First of all, happy birthday, John McCain. Enjoy being 72 years old.
Second: As a lingering former TV critic, I've been watching the presidential campaign with a sharp eye on how Obama and McCain have been portraying each other in TV ads. For a while, I thought McCain's crazy attack ads were landing more effective (if dumb) blows.
Man, was I wrong. I think Obama recently took a vacation and laid back a bit, so that he could see what McCain's Karl Rove team would stoop to in trying to define Obama as a lightweight of various degrees.
I am convinced now that Obama, who plays both basketball and poker, was switching to another metaphorical discipline: boxing. And he was playing an Ali style called "rope-a-dope." "Rope-a-dope" is when Ali would back up against the ropes while another fighter threw a ton of tiring punches at Ali. Ali, knowing he was stronger in the long haul, waited until his rival tired out, and then he'd pummel the guy. This style didn't always work for Ali.

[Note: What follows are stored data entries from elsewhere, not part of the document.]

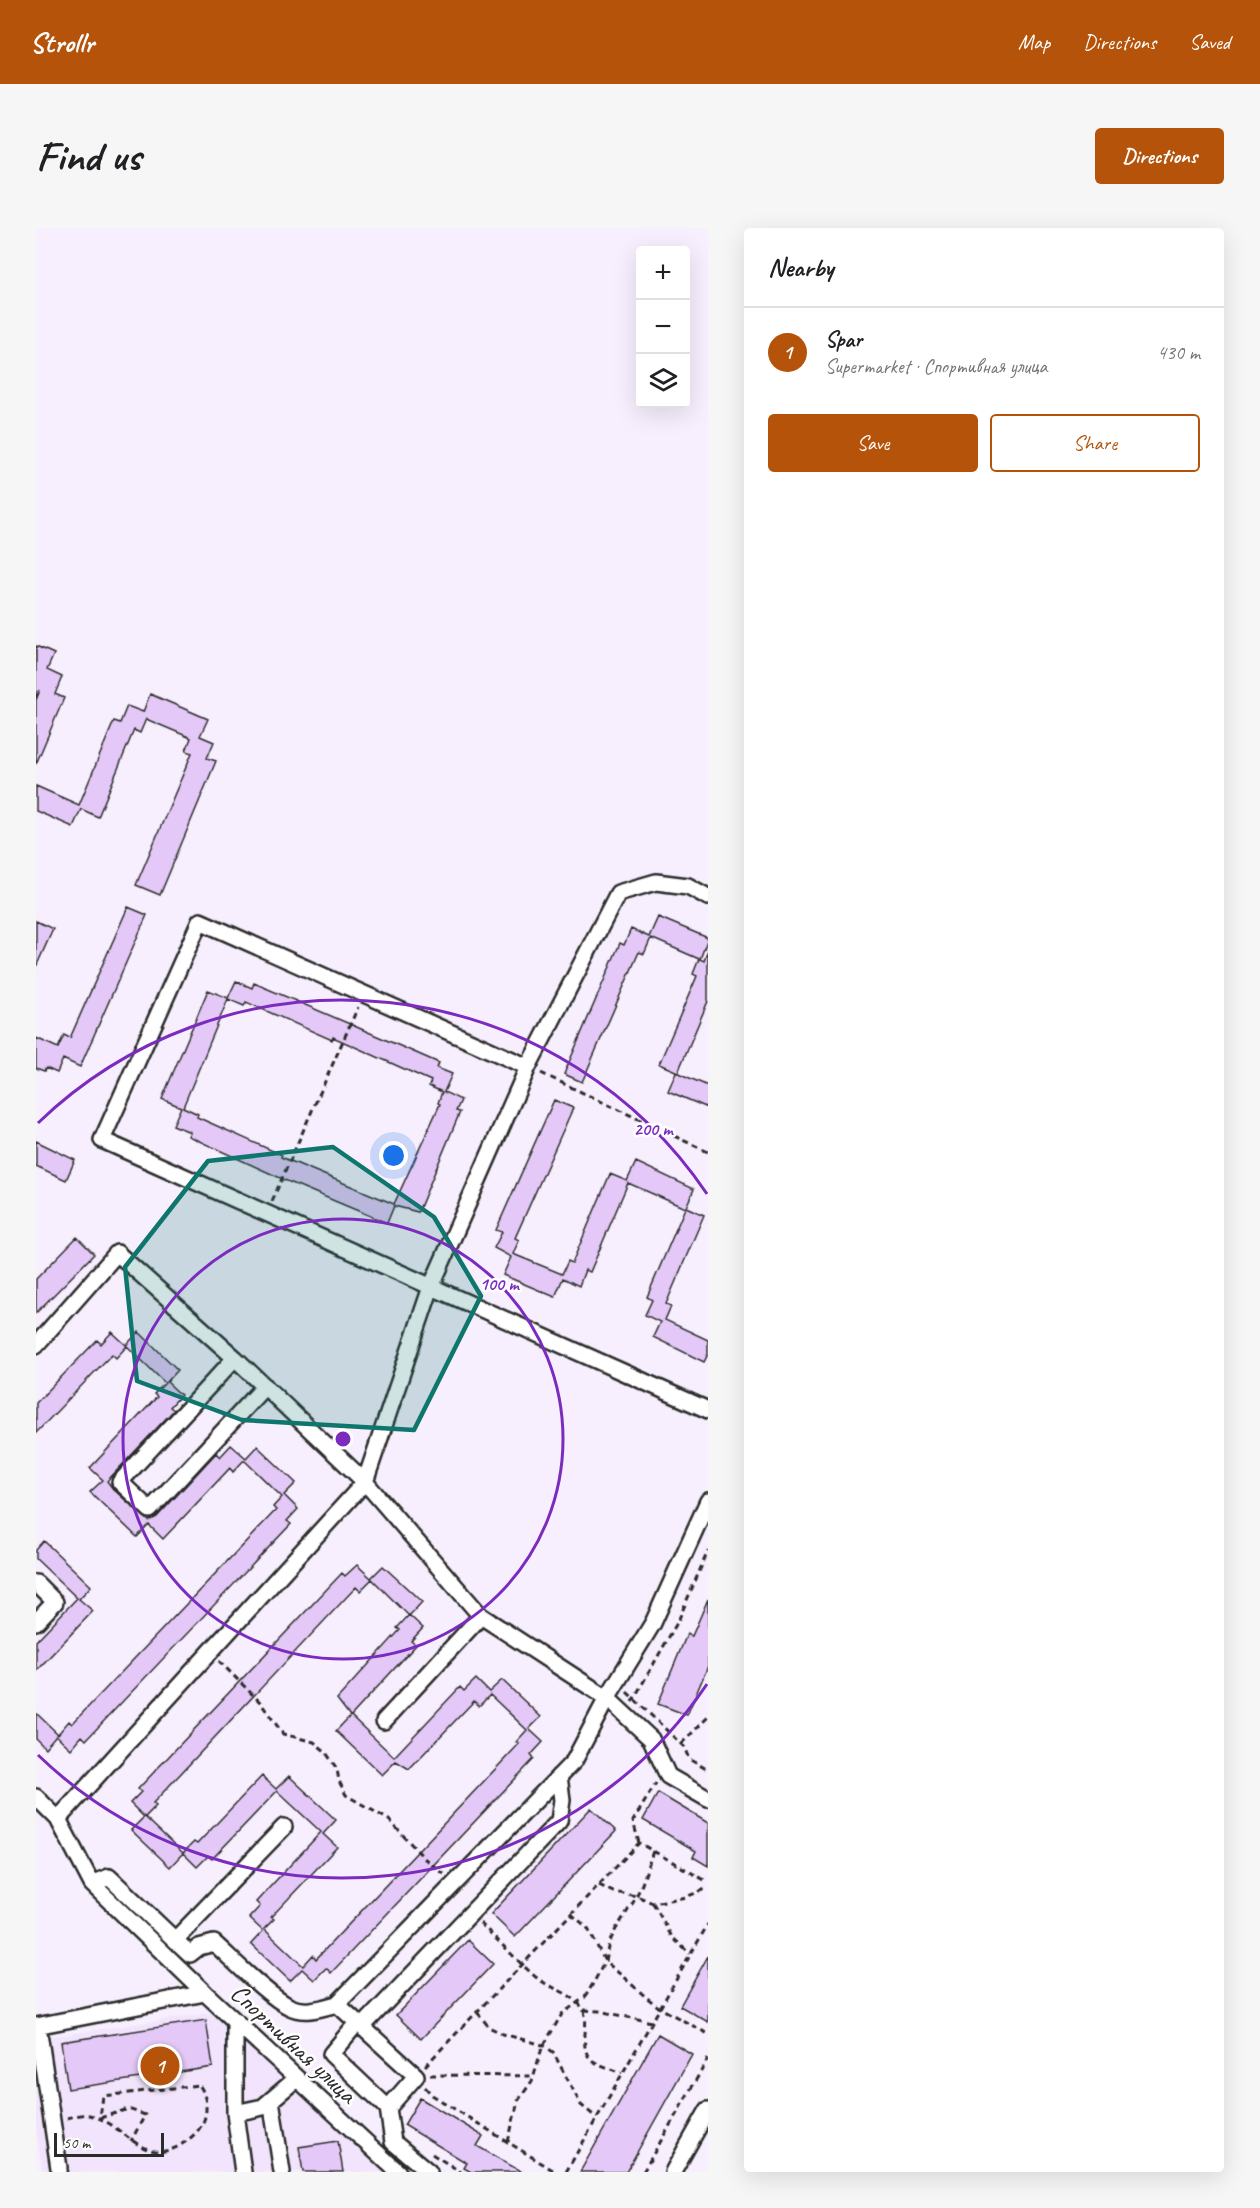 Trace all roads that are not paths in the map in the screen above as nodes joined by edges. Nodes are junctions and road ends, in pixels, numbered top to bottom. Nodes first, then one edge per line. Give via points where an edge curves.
1 (708, 897) edge
2 (528, 1067) junction
3 (431, 1287) junction
4 (36, 1345) edge
5 (235, 1358) junction
6 (265, 1386) junction
7 (708, 1410) edge
8 (365, 1482) junction
9 (708, 1501) edge
10 (36, 1583) edge
11 (481, 1616) junction
12 (36, 1622) edge
13 (607, 1698) junction
14 (384, 1721) dead end
15 (559, 1776) junction
16 (36, 1797) edge
17 (708, 1798) edge
18 (58, 1819) junction
19 (284, 1827) dead end
20 (92, 1884) junction
21 (175, 1940) junction
22 (205, 1993) junction
23 (337, 2004) junction
24 (235, 2022) junction
25 (359, 2025) junction
26 (37, 2026) edge
27 (296, 2079) junction
28 (271, 2100) junction
29 (388, 2108) junction
30 (708, 2110) edge
31 (235, 2112) junction
32 (59, 2168) dead end
33 (243, 2172) edge
34 (282, 2172) edge
35 (398, 2172) edge
36 (429, 2172) edge
37 (673, 2172) edge

1 - 2 street via 688,886 656,882 618,893
2 - 3 street
2 - 3 street via 200,921 102,1140
3 - 7 street
3 - 8 street
4 - 5 street via 117,1253
5 - 6 street
5 - 6 street via 120,1482 150,1510
6 - 8 street
8 - 11 street
8 - 18 street
9 - 13 street via 653,1623
10 - 12 street via 55,1602
11 - 13 street
11 - 14 street
13 - 15 street via 574,1761
13 - 17 street via 651,1739 668,1776
15 - 23 street
15 - 25 street via 559,1821
16 - 18 street
18 - 20 street
19 - 21 street
20 - 21 street via 109,1877
20 - 22 street
21 - 23 street via 190,1954 214,1942 291,2008 314,2010
22 - 24 street, Спортивная улица
22 - 26 street, Спортивная улица
23 - 25 street
24 - 27 street, Спортивная улица
24 - 31 street
25 - 29 street via 331,2054
25 - 29 street via 416,2076
26 - 32 street
27 - 28 street
27 - 35 street, Спортивная улица
28 - 31 street via 263,2107
28 - 34 street
29 - 36 street via 393,2142
30 - 37 street
31 - 33 street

But this is what Obama just did to McCain. For some weeks, he was letting McCain punch him here, punch him there, just to see how much he could let McCain wear himself down morally and creatively, attack after attack.
And then Obama realized McCain had bottomed out with his "celebrity" and "ready to serve" attacks. At this point, accepting the Democratic nomination, Obama unleashed his heavyweight power to show everyone just how many ways he could respond to McCain's stupid and inane low blows with a flurry of his own knock-out smacks.
You see, McCain's people were so desperate to ding Obama, they didn't realize they were, at once, both lowering expectations while raising anticipation for Obama's acceptance speech — through their "celebrity" ads and the attacks that Obama is an experience-lightweight. And then Obama, the most consistently convincing stump speaker in two or three generations, delivered what Pat Buchanan (a Republican architect of the GOP's racist "Southern Strategy") called "the greatest convention speech."
Rope-a-dope. McCain was the dope, in case you're wondering. Now, that doesn't mean the election is over, of course. But if McCain's team of Rove sidekicks thought they could push Obama around the way GOP attack dogs pushed around previous Democratic nominees, they just got the wake-up call of their soulless lives. Rhetorically speaking, Obama punched them in the face about 140 times.
Obama looks strong. McCain looks weak. That is the state of the race today on McCain's 72nd birthday. Oh, by the way John, what were you doing when Hurricane Katrina landed on my mom's house in New Orleans on your birthday three years ago?